_Work to complete_
Below is a block of records; please copy all of them exactly.

_Source records_
- - -
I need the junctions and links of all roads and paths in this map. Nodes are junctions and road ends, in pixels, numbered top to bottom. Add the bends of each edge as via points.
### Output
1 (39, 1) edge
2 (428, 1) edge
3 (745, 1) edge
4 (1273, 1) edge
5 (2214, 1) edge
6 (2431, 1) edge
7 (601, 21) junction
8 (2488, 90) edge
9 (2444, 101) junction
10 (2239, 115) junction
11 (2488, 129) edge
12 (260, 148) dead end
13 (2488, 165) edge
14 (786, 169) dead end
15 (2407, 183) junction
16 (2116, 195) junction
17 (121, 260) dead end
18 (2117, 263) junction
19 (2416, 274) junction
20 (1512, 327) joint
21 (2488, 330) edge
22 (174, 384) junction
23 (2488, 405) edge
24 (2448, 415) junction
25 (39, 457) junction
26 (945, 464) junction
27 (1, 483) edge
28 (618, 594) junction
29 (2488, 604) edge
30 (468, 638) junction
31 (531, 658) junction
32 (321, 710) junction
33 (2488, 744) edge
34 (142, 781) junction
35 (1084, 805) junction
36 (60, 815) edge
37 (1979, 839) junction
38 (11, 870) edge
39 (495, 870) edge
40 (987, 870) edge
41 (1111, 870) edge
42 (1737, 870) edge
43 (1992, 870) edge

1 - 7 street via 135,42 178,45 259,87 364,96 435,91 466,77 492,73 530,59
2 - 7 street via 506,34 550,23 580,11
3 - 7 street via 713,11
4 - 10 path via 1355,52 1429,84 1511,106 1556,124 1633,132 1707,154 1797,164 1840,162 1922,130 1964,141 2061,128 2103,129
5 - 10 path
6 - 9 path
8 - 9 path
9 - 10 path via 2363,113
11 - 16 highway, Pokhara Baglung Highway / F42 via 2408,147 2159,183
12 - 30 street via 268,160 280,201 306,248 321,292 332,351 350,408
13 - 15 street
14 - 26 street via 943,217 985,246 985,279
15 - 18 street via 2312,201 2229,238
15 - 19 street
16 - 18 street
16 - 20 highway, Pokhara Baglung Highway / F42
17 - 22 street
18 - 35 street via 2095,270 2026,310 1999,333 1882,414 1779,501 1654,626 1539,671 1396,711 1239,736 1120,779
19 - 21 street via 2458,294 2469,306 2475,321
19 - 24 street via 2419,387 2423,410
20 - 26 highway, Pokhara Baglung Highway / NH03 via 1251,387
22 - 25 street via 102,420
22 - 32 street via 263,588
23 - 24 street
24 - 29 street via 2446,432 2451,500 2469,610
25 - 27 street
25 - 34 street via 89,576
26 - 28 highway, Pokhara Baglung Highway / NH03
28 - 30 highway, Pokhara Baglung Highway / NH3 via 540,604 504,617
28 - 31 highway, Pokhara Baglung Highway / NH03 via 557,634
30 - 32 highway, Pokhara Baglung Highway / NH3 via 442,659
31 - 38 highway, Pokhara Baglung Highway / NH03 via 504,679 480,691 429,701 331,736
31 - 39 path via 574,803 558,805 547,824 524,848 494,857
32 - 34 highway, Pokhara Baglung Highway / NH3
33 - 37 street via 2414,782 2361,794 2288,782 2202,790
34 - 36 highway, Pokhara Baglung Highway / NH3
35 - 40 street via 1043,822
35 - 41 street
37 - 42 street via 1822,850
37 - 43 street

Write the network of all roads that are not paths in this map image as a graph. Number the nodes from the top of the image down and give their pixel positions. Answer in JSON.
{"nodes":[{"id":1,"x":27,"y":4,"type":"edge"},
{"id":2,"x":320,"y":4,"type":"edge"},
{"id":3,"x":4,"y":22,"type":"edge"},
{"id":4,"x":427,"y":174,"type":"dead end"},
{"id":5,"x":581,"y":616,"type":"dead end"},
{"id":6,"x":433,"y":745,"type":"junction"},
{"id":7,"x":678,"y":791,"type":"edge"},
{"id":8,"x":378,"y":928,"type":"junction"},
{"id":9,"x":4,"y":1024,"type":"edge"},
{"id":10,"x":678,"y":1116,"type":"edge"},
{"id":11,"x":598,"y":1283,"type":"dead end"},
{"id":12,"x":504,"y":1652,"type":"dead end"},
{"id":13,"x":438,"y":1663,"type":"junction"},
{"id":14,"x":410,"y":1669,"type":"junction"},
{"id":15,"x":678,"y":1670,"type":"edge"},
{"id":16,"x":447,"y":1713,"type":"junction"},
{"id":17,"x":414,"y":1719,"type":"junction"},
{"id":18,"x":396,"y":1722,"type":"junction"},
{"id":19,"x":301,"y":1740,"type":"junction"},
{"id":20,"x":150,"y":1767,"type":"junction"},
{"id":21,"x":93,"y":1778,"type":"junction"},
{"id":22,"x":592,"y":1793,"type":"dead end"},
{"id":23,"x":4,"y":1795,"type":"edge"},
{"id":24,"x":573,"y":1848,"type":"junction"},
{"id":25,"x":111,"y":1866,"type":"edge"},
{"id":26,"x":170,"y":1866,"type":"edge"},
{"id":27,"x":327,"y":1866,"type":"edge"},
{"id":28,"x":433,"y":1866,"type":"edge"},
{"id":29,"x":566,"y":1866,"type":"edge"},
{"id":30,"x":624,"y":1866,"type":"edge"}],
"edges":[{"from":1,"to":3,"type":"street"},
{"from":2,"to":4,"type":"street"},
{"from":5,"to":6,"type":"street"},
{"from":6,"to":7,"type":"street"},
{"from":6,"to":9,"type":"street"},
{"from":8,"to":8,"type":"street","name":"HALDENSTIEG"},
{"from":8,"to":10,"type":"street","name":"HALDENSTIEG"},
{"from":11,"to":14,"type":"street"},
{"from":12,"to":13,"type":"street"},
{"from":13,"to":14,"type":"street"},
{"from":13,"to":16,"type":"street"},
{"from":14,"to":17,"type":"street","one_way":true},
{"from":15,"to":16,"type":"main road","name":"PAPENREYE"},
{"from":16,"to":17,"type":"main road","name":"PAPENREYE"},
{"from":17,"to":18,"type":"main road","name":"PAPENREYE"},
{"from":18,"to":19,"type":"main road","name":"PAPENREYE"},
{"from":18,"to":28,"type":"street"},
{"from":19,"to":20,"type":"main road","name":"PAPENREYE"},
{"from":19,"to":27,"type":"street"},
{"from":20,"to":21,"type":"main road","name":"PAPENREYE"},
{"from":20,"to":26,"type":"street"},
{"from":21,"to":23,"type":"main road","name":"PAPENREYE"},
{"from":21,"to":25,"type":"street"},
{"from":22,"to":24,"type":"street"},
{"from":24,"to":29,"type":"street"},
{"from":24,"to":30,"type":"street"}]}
- - -
_Your solution_
I need the junctions and links of all roads and paths in this map. Nodes are junctions and road ends, in pixels, numbered top to bottom. Add the bends of each edge as via points.
### Output
1 (39, 1) edge
2 (428, 1) edge
3 (745, 1) edge
4 (1273, 1) edge
5 (2214, 1) edge
6 (2431, 1) edge
7 (601, 21) junction
8 (2488, 90) edge
9 (2444, 101) junction
10 (2239, 115) junction
11 (2488, 129) edge
12 (260, 148) dead end
13 (2488, 165) edge
14 (786, 169) dead end
15 (2407, 183) junction
16 (2116, 195) junction
17 (121, 260) dead end
18 (2117, 263) junction
19 (2416, 274) junction
20 (1512, 327) joint
21 (2488, 330) edge
22 (174, 384) junction
23 (2488, 405) edge
24 (2448, 415) junction
25 (39, 457) junction
26 (945, 464) junction
27 (1, 483) edge
28 (618, 594) junction
29 (2488, 604) edge
30 (468, 638) junction
31 (531, 658) junction
32 (321, 710) junction
33 (2488, 744) edge
34 (142, 781) junction
35 (1084, 805) junction
36 (60, 815) edge
37 (1979, 839) junction
38 (11, 870) edge
39 (495, 870) edge
40 (987, 870) edge
41 (1111, 870) edge
42 (1737, 870) edge
43 (1992, 870) edge

1 - 7 street via 135,42 178,45 259,87 364,96 435,91 466,77 492,73 530,59
2 - 7 street via 506,34 550,23 580,11
3 - 7 street via 713,11
4 - 10 path via 1355,52 1429,84 1511,106 1556,124 1633,132 1707,154 1797,164 1840,162 1922,130 1964,141 2061,128 2103,129
5 - 10 path
6 - 9 path
8 - 9 path
9 - 10 path via 2363,113
11 - 16 highway, Pokhara Baglung Highway / F42 via 2408,147 2159,183
12 - 30 street via 268,160 280,201 306,248 321,292 332,351 350,408
13 - 15 street
14 - 26 street via 943,217 985,246 985,279
15 - 18 street via 2312,201 2229,238
15 - 19 street
16 - 18 street
16 - 20 highway, Pokhara Baglung Highway / F42
17 - 22 street
18 - 35 street via 2095,270 2026,310 1999,333 1882,414 1779,501 1654,626 1539,671 1396,711 1239,736 1120,779
19 - 21 street via 2458,294 2469,306 2475,321
19 - 24 street via 2419,387 2423,410
20 - 26 highway, Pokhara Baglung Highway / NH03 via 1251,387
22 - 25 street via 102,420
22 - 32 street via 263,588
23 - 24 street
24 - 29 street via 2446,432 2451,500 2469,610
25 - 27 street
25 - 34 street via 89,576
26 - 28 highway, Pokhara Baglung Highway / NH03
28 - 30 highway, Pokhara Baglung Highway / NH3 via 540,604 504,617
28 - 31 highway, Pokhara Baglung Highway / NH03 via 557,634
30 - 32 highway, Pokhara Baglung Highway / NH3 via 442,659
31 - 38 highway, Pokhara Baglung Highway / NH03 via 504,679 480,691 429,701 331,736
31 - 39 path via 574,803 558,805 547,824 524,848 494,857
32 - 34 highway, Pokhara Baglung Highway / NH3
33 - 37 street via 2414,782 2361,794 2288,782 2202,790
34 - 36 highway, Pokhara Baglung Highway / NH3
35 - 40 street via 1043,822
35 - 41 street
37 - 42 street via 1822,850
37 - 43 street

Write the network of all roads that are not paths in this map image as a graph. Number the nodes from the top of the image down and give their pixel positions. Answer in JSON.
{"nodes":[{"id":1,"x":27,"y":4,"type":"edge"},
{"id":2,"x":320,"y":4,"type":"edge"},
{"id":3,"x":4,"y":22,"type":"edge"},
{"id":4,"x":427,"y":174,"type":"dead end"},
{"id":5,"x":581,"y":616,"type":"dead end"},
{"id":6,"x":433,"y":745,"type":"junction"},
{"id":7,"x":678,"y":791,"type":"edge"},
{"id":8,"x":378,"y":928,"type":"junction"},
{"id":9,"x":4,"y":1024,"type":"edge"},
{"id":10,"x":678,"y":1116,"type":"edge"},
{"id":11,"x":598,"y":1283,"type":"dead end"},
{"id":12,"x":504,"y":1652,"type":"dead end"},
{"id":13,"x":438,"y":1663,"type":"junction"},
{"id":14,"x":410,"y":1669,"type":"junction"},
{"id":15,"x":678,"y":1670,"type":"edge"},
{"id":16,"x":447,"y":1713,"type":"junction"},
{"id":17,"x":414,"y":1719,"type":"junction"},
{"id":18,"x":396,"y":1722,"type":"junction"},
{"id":19,"x":301,"y":1740,"type":"junction"},
{"id":20,"x":150,"y":1767,"type":"junction"},
{"id":21,"x":93,"y":1778,"type":"junction"},
{"id":22,"x":592,"y":1793,"type":"dead end"},
{"id":23,"x":4,"y":1795,"type":"edge"},
{"id":24,"x":573,"y":1848,"type":"junction"},
{"id":25,"x":111,"y":1866,"type":"edge"},
{"id":26,"x":170,"y":1866,"type":"edge"},
{"id":27,"x":327,"y":1866,"type":"edge"},
{"id":28,"x":433,"y":1866,"type":"edge"},
{"id":29,"x":566,"y":1866,"type":"edge"},
{"id":30,"x":624,"y":1866,"type":"edge"}],
"edges":[{"from":1,"to":3,"type":"street"},
{"from":2,"to":4,"type":"street"},
{"from":5,"to":6,"type":"street"},
{"from":6,"to":7,"type":"street"},
{"from":6,"to":9,"type":"street"},
{"from":8,"to":8,"type":"street","name":"HALDENSTIEG"},
{"from":8,"to":10,"type":"street","name":"HALDENSTIEG"},
{"from":11,"to":14,"type":"street"},
{"from":12,"to":13,"type":"street"},
{"from":13,"to":14,"type":"street"},
{"from":13,"to":16,"type":"street"},
{"from":14,"to":17,"type":"street","one_way":true},
{"from":15,"to":16,"type":"main road","name":"PAPENREYE"},
{"from":16,"to":17,"type":"main road","name":"PAPENREYE"},
{"from":17,"to":18,"type":"main road","name":"PAPENREYE"},
{"from":18,"to":19,"type":"main road","name":"PAPENREYE"},
{"from":18,"to":28,"type":"street"},
{"from":19,"to":20,"type":"main road","name":"PAPENREYE"},
{"from":19,"to":27,"type":"street"},
{"from":20,"to":21,"type":"main road","name":"PAPENREYE"},
{"from":20,"to":26,"type":"street"},
{"from":21,"to":23,"type":"main road","name":"PAPENREYE"},
{"from":21,"to":25,"type":"street"},
{"from":22,"to":24,"type":"street"},
{"from":24,"to":29,"type":"street"},
{"from":24,"to":30,"type":"street"}]}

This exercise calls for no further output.